Steyer, a hedge fund manager and environmentalist who announced in January he would not mount his own bid for president, said in an interview that the work done in 2018 by a constellation of groups he funds shows focusing on turning out new voters is a better way to win than reaching out to moderates and swing voters.
“We can either take the 37 percent of people who voted in 2014 and try to convince 1 or 2 percent of them that we’re more conservative than the Republicans,” he told HuffPost in a phone interview on Friday, referencing a midterm election when historically low turnout led to a Democratic wipeout. “Or we can try to talk to the other 63 percent, who overwhelmingly agree with us but need to be shown voting is worth their time and effort.”

Steyer spent tens of millions of dollars during the 2018 election, with groups he backed ultimately contacting roughly 15 million voters. Much of that cash went to two different groups ― NextGen America, which launched the largest youth turnout effort in the history of American midterm elections, and Need To Impeach, which focused on pushing for the impeachment of Trump. Both efforts, the groups argue in memos provided to HuffPost and based off of voter file data, led to noticeable increases in turnout.

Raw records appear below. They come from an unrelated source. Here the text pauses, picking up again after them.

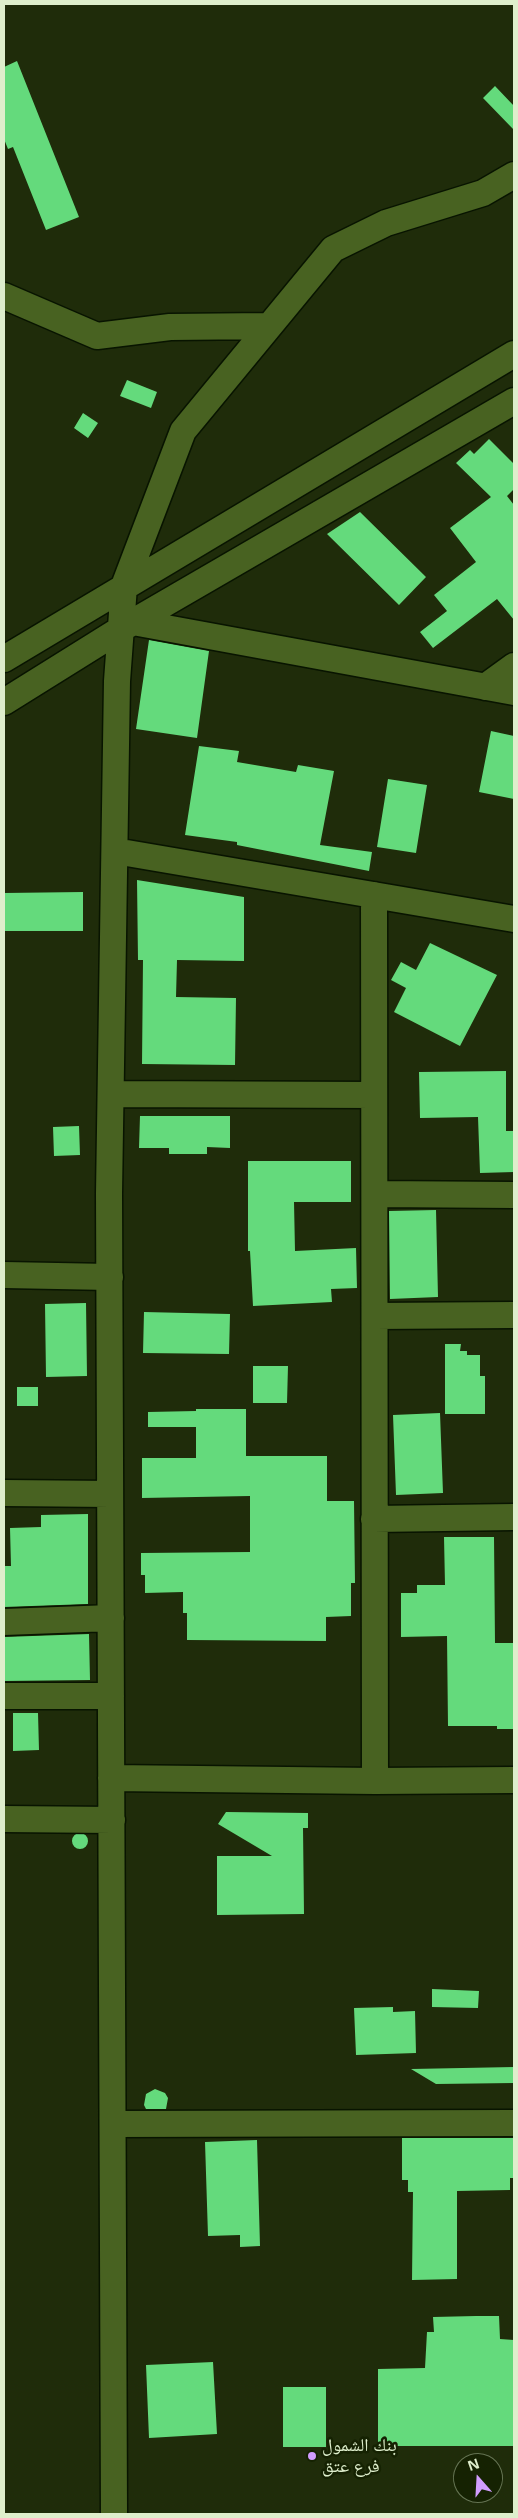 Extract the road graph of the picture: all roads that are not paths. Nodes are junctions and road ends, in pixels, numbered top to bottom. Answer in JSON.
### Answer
{"nodes":[{"id":1,"x":514,"y":175,"type":"edge"},
{"id":2,"x":4,"y":296,"type":"edge"},
{"id":3,"x":268,"y":326,"type":"junction"},
{"id":4,"x":514,"y":354,"type":"edge"},
{"id":5,"x":514,"y":401,"type":"edge"},
{"id":6,"x":124,"y":586,"type":"junction"},
{"id":7,"x":127,"y":626,"type":"junction"},
{"id":8,"x":4,"y":659,"type":"edge"},
{"id":9,"x":514,"y":666,"type":"edge"},
{"id":10,"x":484,"y":687,"type":"junction"},
{"id":11,"x":514,"y":692,"type":"edge"},
{"id":12,"x":4,"y":702,"type":"edge"},
{"id":13,"x":115,"y":850,"type":"junction"},
{"id":14,"x":374,"y":895,"type":"junction"},
{"id":15,"x":514,"y":920,"type":"edge"},
{"id":16,"x":111,"y":1094,"type":"junction"},
{"id":17,"x":374,"y":1095,"type":"junction"},
{"id":18,"x":375,"y":1194,"type":"junction"},
{"id":19,"x":514,"y":1195,"type":"edge"},
{"id":20,"x":4,"y":1275,"type":"edge"},
{"id":21,"x":110,"y":1277,"type":"junction"},
{"id":22,"x":514,"y":1315,"type":"edge"},
{"id":23,"x":375,"y":1316,"type":"junction"},
{"id":24,"x":4,"y":1493,"type":"edge"},
{"id":25,"x":110,"y":1494,"type":"junction"},
{"id":26,"x":514,"y":1517,"type":"edge"},
{"id":27,"x":374,"y":1519,"type":"junction"},
{"id":28,"x":111,"y":1618,"type":"junction"},
{"id":29,"x":4,"y":1622,"type":"edge"},
{"id":30,"x":4,"y":1696,"type":"edge"},
{"id":31,"x":111,"y":1696,"type":"junction"},
{"id":32,"x":111,"y":1778,"type":"junction"},
{"id":33,"x":514,"y":1780,"type":"edge"},
{"id":34,"x":375,"y":1781,"type":"junction"},
{"id":35,"x":4,"y":1819,"type":"edge"},
{"id":36,"x":112,"y":1820,"type":"junction"},
{"id":37,"x":514,"y":2123,"type":"edge"},
{"id":38,"x":113,"y":2124,"type":"junction"},
{"id":39,"x":114,"y":2514,"type":"edge"}],
"edges":[{"from":1,"to":3,"type":"street"},
{"from":2,"to":3,"type":"street"},
{"from":3,"to":6,"type":"street"},
{"from":4,"to":6,"type":"street"},
{"from":5,"to":7,"type":"street"},
{"from":6,"to":7,"type":"street"},
{"from":6,"to":8,"type":"street"},
{"from":7,"to":10,"type":"street"},
{"from":7,"to":12,"type":"street"},
{"from":7,"to":13,"type":"street"},
{"from":9,"to":10,"type":"street"},
{"from":10,"to":11,"type":"street"},
{"from":13,"to":14,"type":"street"},
{"from":13,"to":16,"type":"street"},
{"from":14,"to":15,"type":"street"},
{"from":14,"to":17,"type":"street"},
{"from":16,"to":17,"type":"street"},
{"from":16,"to":21,"type":"street"},
{"from":17,"to":18,"type":"street"},
{"from":18,"to":19,"type":"street"},
{"from":18,"to":23,"type":"street"},
{"from":20,"to":21,"type":"street"},
{"from":21,"to":25,"type":"street"},
{"from":22,"to":23,"type":"street"},
{"from":23,"to":27,"type":"street"},
{"from":24,"to":25,"type":"street"},
{"from":25,"to":28,"type":"street"},
{"from":26,"to":27,"type":"street"},
{"from":27,"to":34,"type":"street"},
{"from":28,"to":29,"type":"street"},
{"from":28,"to":31,"type":"street"},
{"from":30,"to":31,"type":"street"},
{"from":31,"to":32,"type":"street"},
{"from":32,"to":34,"type":"street"},
{"from":32,"to":36,"type":"street"},
{"from":33,"to":34,"type":"street"},
{"from":35,"to":36,"type":"street"},
{"from":36,"to":38,"type":"street"},
{"from":37,"to":38,"type":"street"},
{"from":38,"to":39,"type":"street"}]}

Youth turnout, in particular, spiked from just 18.1 percent in 2014 to 36.7 percent nationwide and nearly 40 percent in the 11 battleground states where NextGen focused its work. Among voters 18 to 29 who had contact with a NextGen organizer, 60 percent cast a ballot. NextGen’s organizers were particularly effective at targeting young voters of color ― black and Latino voters organized by the group turned out at a rate 10 percentage points higher than similar voters who weren’t contacted.
Not all of the youth turnout spike was due to NextGen ― some of the biggest jumps came in Texas and Georgia, two states where the group wasn’t active but Democrats had star candidates in Beto O’Rourke and Stacey Abrams. But overall, Democratic data firms estimated young voters made up roughly a quarter of the electorate and favored Democrats by a margin of 44 percentage points.
Far more controversial than Steyer’s work turning out young voters has been his push to impeach Trump, which has drawn extensive pushback from Democratic Party leaders. In a memo, operatives working for Steyer argue his focus on impeachment helped drive Democratic turnout, noting 79 percent of the 6.2 million people who signed Steyer’s impeachment petition voted, compared with just 57 percent of voters overall. The group found, in particular, that petition signers who were sent handwritten postcards by other people who had signed the Need to Impeach petition saw a significant jump in turnout.
Of the 43 congressional districts targeted by Need To Impeach, Democrats won in 36 of them. In 10 of those, Steyer argues, the increased turnout caused by the group was greater than the Democratic margin of victory.
Steyer rejected the narrative that suburban Democrats’ relative moderation was key to the party winning the House. “I keep reading that the reason Democrats won the House is because we ran as Republican-light and we didn’t stand for anything,” he said. “If you look at these numbers, you’ll see that’s not the case.”
Besides NextGen and Need to Impeach, Steyer also worked with a coalition of unions to fund For Our Future, a super PAC that backed a massive field effort in battleground states, and GiveGreen, which worked with environmental groups to bundle small donations for environment-friendly Democrats.